What’s the difference between all the different battery sizes? Why do some need AA and others AAA?



What’s the difference between all the different battery sizes? Why do some need AA and others AAA?

In: Technology

Most of the round ones are the same, the only difference is the amount of energy they can provide and the physical size. Sometimes you prefer more capacity even though it will take more space and vice versa.


Smaller batteries have the same voltage (1.5v) but it might be worth it to fit them into smaller devices.

They are just different sizes. AAs hold more power so they last longer, and offer a better value, if you have room for them. AAAs are smaller, so if you don’t have enough space to hold AAs, you can use AAAs instead.

Most common batteries such as AAs and AAAs have the same voltage, about 1.5v each. If you need more voltage than this, you may need to add multiple batteries together. 3x AAAs could give you 4.5v for example (when fully charged) so if your device requires 4.5v, you need at least that many.

They are still just different sizes, though. If you need 3 batteries minimum due to a voltage requirement, you may use 3x AAAs because this is small. But if you wanted the device to run longer and need replacement less often, you could design it to hold 3x AAs instead. The only issue is, AAs are larger (they are also more expensive to buy, so if a company is including batteries they may want to use smaller ones, but it saves the user money in the long term by not requiring replacement as often)

From a historical perspective, batteries didn’t store energy very densely, so they needed to be physically large in order to have any kind of a useful battery life. Also, physically large batteries could deliver more energy faster than smaller ones, so something like a flashlight would be dimmer with physically smaller batteries — even if you were okay with the shorter battery life.
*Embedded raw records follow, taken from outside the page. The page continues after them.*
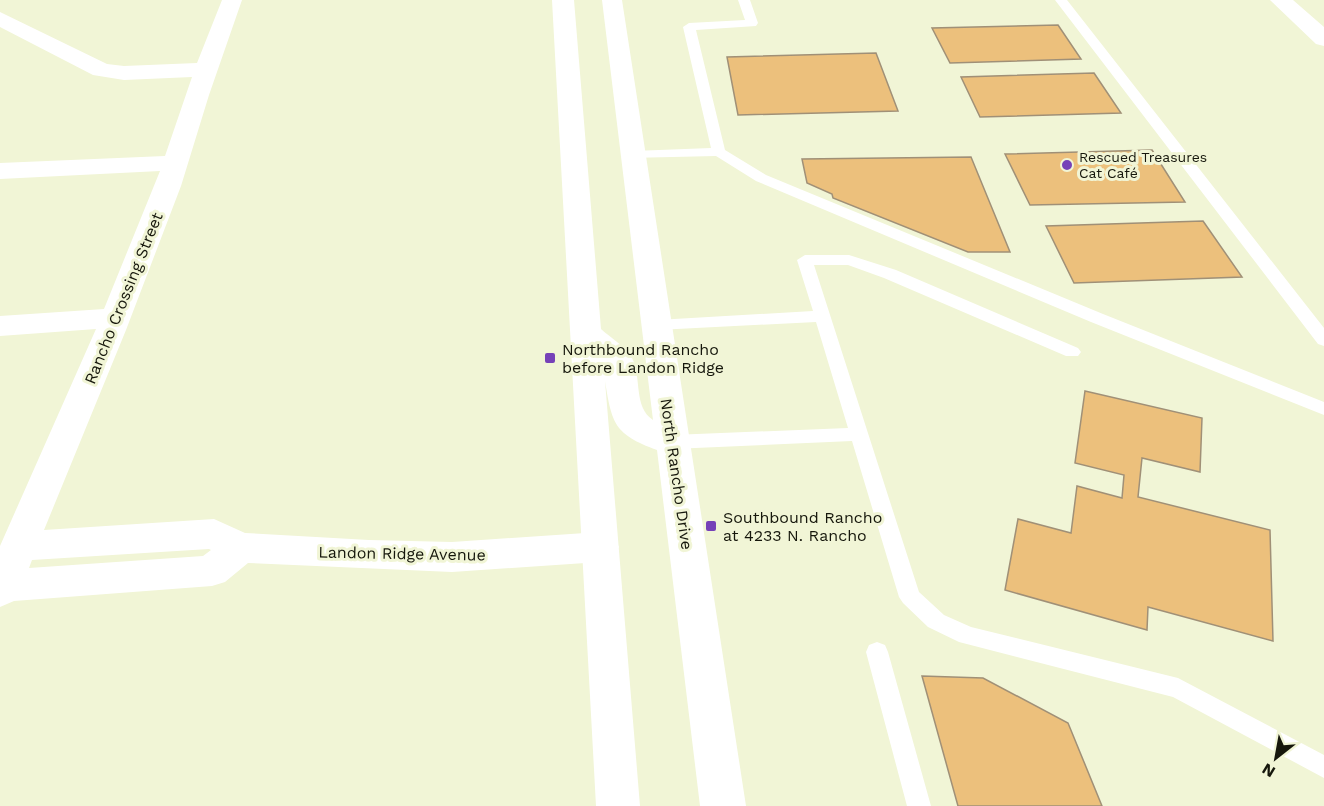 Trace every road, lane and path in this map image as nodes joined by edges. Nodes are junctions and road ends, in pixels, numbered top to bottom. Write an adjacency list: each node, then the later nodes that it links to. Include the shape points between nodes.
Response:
1 (232, 0): 8 (street, Rancho Crossing Street)
2 (744, 0): 9 (lane, via 752,23 689,27)
3 (1061, 0): 18 (lane)
4 (1281, 0): 7 (street)
5 (591, 10): 10 (street, North Rancho Drive); 17 (street, North Rancho Drive)
6 (0, 18): 8 (street, via 101,70)
7 (1323, 37)
8 (206, 70): 11 (street, Rancho Crossing Street)
9 (719, 152): 10 (lane); 20 (lane, via 761,178)
10 (633, 155): 15 (street, North Rancho Drive)
11 (176, 163): 12 (street); 14 (street, Rancho Crossing Street)
12 (0, 171)
13 (822, 316): 15 (lane); 19 (lane, via 805,260 849,260); 21 (lane)
14 (115, 318): 16 (street); 23 (street, Rancho Crossing Street)
15 (657, 325): 22 (street, North Rancho Drive)
16 (0, 326)
17 (585, 332): 22 (street, via 618,362 627,415 650,434); 24 (street, North Rancho Drive)
18 (1324, 340)
19 (1072, 352)
20 (1324, 409)
21 (860, 434): 22 (lane); 28 (lane, via 910,597 936,621 967,635 1178,688)
22 (672, 442): 30 (street, North Rancho Drive)
23 (19, 546): 25 (street, Landon Ridge Avenue, via 214,534); 26 (street, Rancho Crossing Street)
24 (600, 547): 25 (street, Landon Ridge Avenue, via 452,557); 29 (street, North Rancho Drive)
25 (240, 548): 26 (street, via 212,571)
26 (1, 589)
27 (877, 652): 31 (lane)
28 (1324, 767)
29 (618, 806)
30 (723, 806)
31 (919, 806)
So, D cells were common for things like flashlights and boom boxes because they needed to be big to handle the power drain. But as battery chemistry improved, we could make C cells perform pretty well, and as a side benefit, our flashlights could be smaller and our boom boxes lighter. As batteries continued to get even better, we could reasonably power devices with AA and that opened up opportunities for smaller portable devices, like Sony Walkmen. Same goes for AAA — even more devices and smaller devices like TV remote controls.

It didn’t really happen that way exactly, but the idea is you use the physically smallest battery you can depending on how much power and battery life you need for your device. So today, something like an airbed inflator might use D or C cells so inflate a mattress more quickly and more times than AA cells could.
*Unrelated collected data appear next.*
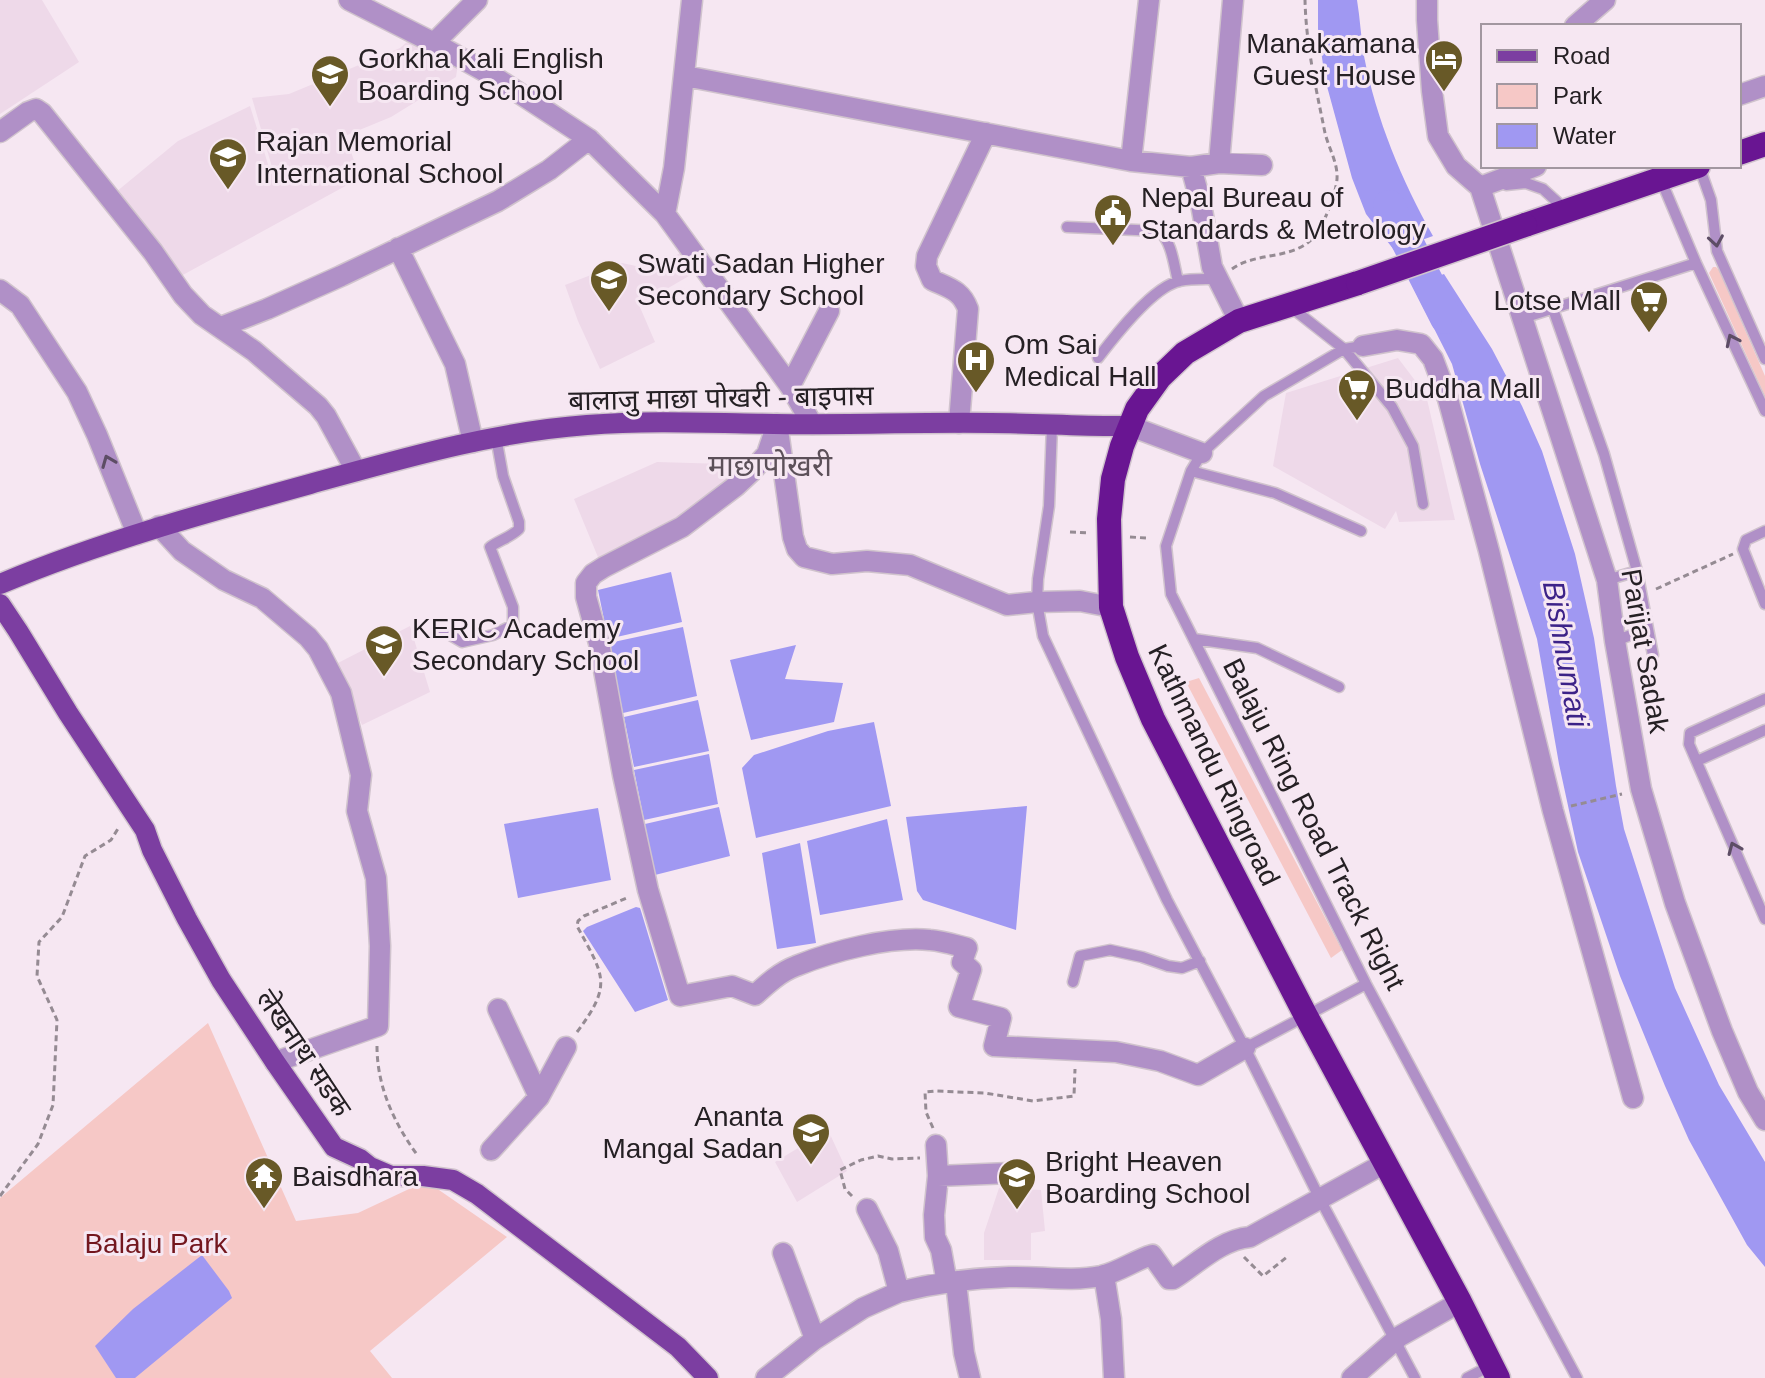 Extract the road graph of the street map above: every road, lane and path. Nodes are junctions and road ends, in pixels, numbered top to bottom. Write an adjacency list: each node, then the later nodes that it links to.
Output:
1 (349, 0): 10 (street)
2 (477, 0): 10 (street)
3 (692, 0): 11 (street)
4 (1149, 0): 19 (street)
5 (1233, 0): 20 (street)
6 (1305, 0): 33 (path)
7 (1427, 0): 27 (street)
8 (1605, 0): 9 (street)
9 (1577, 24)
10 (434, 43): 16 (street)
11 (685, 76): 15 (street); 29 (street)
12 (1765, 86): 13 (street)
13 (1741, 94)
14 (0, 132): 41 (street)
15 (986, 133): 19 (street); 47 (street)
16 (589, 139): 29 (street); 31 (street)
17 (1765, 144): 18 (highway)
18 (1741, 152)
19 (1131, 161): 22 (street)
20 (1219, 163): 21 (street); 22 (street)
21 (1262, 165)
22 (1191, 167): 33 (street)
23 (1531, 168): 27 (street)
24 (1693, 168): 26 (highway, Kathmandu Ringroad)
25 (1699, 168): 44 (lane, one-way to 44)
26 (1661, 180): 28 (highway, Kathmandu Ringroad); 32 (lane)
27 (1480, 187): 28 (lane); 39 (street, Parijat Sadak)
28 (1568, 211): 36 (highway, Kathmandu Ringroad, bridge)
29 (665, 214): 45 (street)
30 (1067, 227): 34 (lane)
31 (398, 248): 41 (street); 53 (street)
32 (1696, 263): 37 (lane); 46 (lane, one-way to 32)
33 (1218, 279): 34 (lane); 40 (street)
34 (1178, 281): 43 (lane)
35 (0, 290): 61 (street, one-way to 35)
36 (1288, 304): 40 (highway, Kathmandu Ringroad); 42 (lane)
37 (1553, 309): 39 (lane); 63 (lane)
38 (829, 311): 45 (street)
39 (1523, 318): 65 (street, Parijat Sadak)
40 (1239, 321): 51 (highway, Kathmandu Ringroad)
41 (221, 327): 55 (street)
42 (1354, 348): 54 (lane, Balaju Ring Road Track Right); 57 (lane); 83 (street)
43 (1098, 358)
44 (1765, 359)
45 (790, 386): 49 (street)
46 (1765, 411)
47 (959, 423): 49 (main road, बालाजु माछा पोखरी - बाइपास); 50 (main road, बालाजु माछा पोखरी - बाइपास)
48 (777, 424): 49 (main road, बालाजु माछा पोखरी - बाइपास); 52 (main road, बालाजु माछा पोखरी - बाइपास); 68 (street); 84 (street)
49 (812, 424)
50 (1052, 426): 51 (main road, बालाजु माछा पोखरी - बाइपास); 68 (lane)
51 (1130, 426): 54 (street); 71 (highway, Kathmandu Ringroad)
52 (496, 437): 53 (main road, बालाजु माछा पोखरी - बाइपास); 73 (lane)
53 (473, 442): 55 (main road, बालाजु माछा पोखरी - बाइपास)
54 (1202, 453): 56 (lane, Balaju Ring Road Track Right)
55 (356, 471): 58 (main road, बालाजु माछा पोखरी - बाइपास)
56 (1191, 471): 59 (lane); 74 (lane, Balaju Ring Road Track Right)
57 (1423, 504)
58 (159, 526): 61 (main road, बालाजु माछा पोखरी - बाइपास); 91 (street)
59 (1361, 531)
60 (1765, 531): 62 (lane)
61 (137, 534): 66 (main road, बालाजु माछा पोखरी - बाइपास)
62 (1743, 549): 64 (lane); 67 (path)
63 (1637, 571): 65 (lane); 67 (lane)
64 (1760, 578): 70 (lane)
65 (1607, 580): 75 (street, Parijat Sadak)
66 (0, 584)
67 (1641, 595): 72 (lane)
68 (1037, 602): 71 (street); 86 (lane)
69 (0, 604): 82 (main road, लेखनाथ सडक)
70 (1765, 604)
71 (1111, 607): 90 (highway, Kathmandu Ringroad)
72 (1647, 629): 75 (lane); 76 (lane)
73 (438, 632)
74 (1194, 639): 77 (lane); 88 (lane, Balaju Ring Road Track Right)
75 (1615, 641): 81 (street, Parijat Sadak)
76 (1653, 655)
77 (1339, 687)
78 (1765, 699): 80 (lane)
79 (1765, 730): 80 (lane)
80 (1697, 761): 85 (lane, one-way to 80)
81 (1641, 789): 83 (path); 98 (street, Parijat Sadak)
82 (131, 806): 95 (main road, लेखनाथ सडक); 104 (path)
83 (1553, 811): 97 (street)
84 (648, 890): 92 (path); 94 (street)
85 (1765, 919)
86 (1200, 961): 87 (lane); 93 (lane)
87 (1073, 982)
88 (1366, 984): 90 (lane); 124 (lane, Balaju Ring Road Track Right)
89 (498, 1009): 96 (street)
90 (1306, 1016): 93 (lane); 101 (highway, Kathmandu Ringroad)
91 (377, 1026): 95 (street); 103 (path)
92 (566, 1047): 96 (street)
93 (1245, 1048): 94 (street); 105 (lane)
94 (1077, 1050): 100 (path)
95 (275, 1062): 103 (main road, लेखनाथ सडक)
96 (539, 1097): 99 (street)
97 (1633, 1098)
98 (1765, 1120)
99 (491, 1150)
100 (937, 1160): 102 (street); 106 (path); 111 (street)
101 (1385, 1163): 105 (street); 113 (highway, Kathmandu Ringroad)
102 (1010, 1173)
103 (435, 1178): 117 (main road, लेखनाथ सडक)
104 (0, 1196)
105 (1320, 1199): 107 (street); 115 (lane)
106 (867, 1209): 112 (street)
107 (1230, 1244): 109 (path); 110 (street)
108 (783, 1253): 114 (street)
109 (1287, 1257)
110 (1104, 1275): 111 (street); 120 (street)
111 (952, 1282): 112 (street); 119 (street)
112 (899, 1292): 114 (street)
113 (1460, 1302): 115 (street); 116 (highway, Kathmandu Ringroad)
114 (815, 1339): 118 (street)
115 (1395, 1340): 121 (street); 122 (lane)
116 (1495, 1371): 123 (lane)
117 (708, 1378)
118 (766, 1378)
119 (970, 1378)
120 (1114, 1378)
121 (1352, 1378)
122 (1415, 1378)
123 (1467, 1378)
124 (1577, 1378)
In the main, batteries differ in capacity (amps/milliamps) and electric potential (volts). You can think of electricity as being kindof like water, and a battery as being kindof like a squeeze bottle of water. Capacity, then, measures how much water your bottle holds, in milliamps. Voltage tells you how forcefully the water shoots out of the bottle.
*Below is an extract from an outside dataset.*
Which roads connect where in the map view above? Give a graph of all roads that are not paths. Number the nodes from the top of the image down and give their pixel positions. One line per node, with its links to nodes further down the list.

With more milliamps, your battery will last longer. With higher voltage, your battery can be used to achieve more powerful effects, faster. For instance, you can’t start your car engine with 1.5 volts. You need to deliver 12 or more volts to move the starter and ignite the fuel.

AAA and AA and D batteries all deliver the same 1.5 volts. AA and D batteries are simply larger, having higher capacity in milliamps than a AAA battery has. You can, for instance, use AA batteries in place of a D if you have a round adapter for that and it will deliver the same 1.5 volts.

Your rectangular 9-volt battery puts out (surprise) 9 volts, but only holds like 600 milliamps, so it won’t last as long as a AA.

That’s the basics. Next step is understanding that you can put multiple batteries in parallel (for same voltage, more amps) or series (for same amperage, more voltage). In fact, sometimes you can crack open a large battery and inside will just be a bunch of smaller batteries wired together.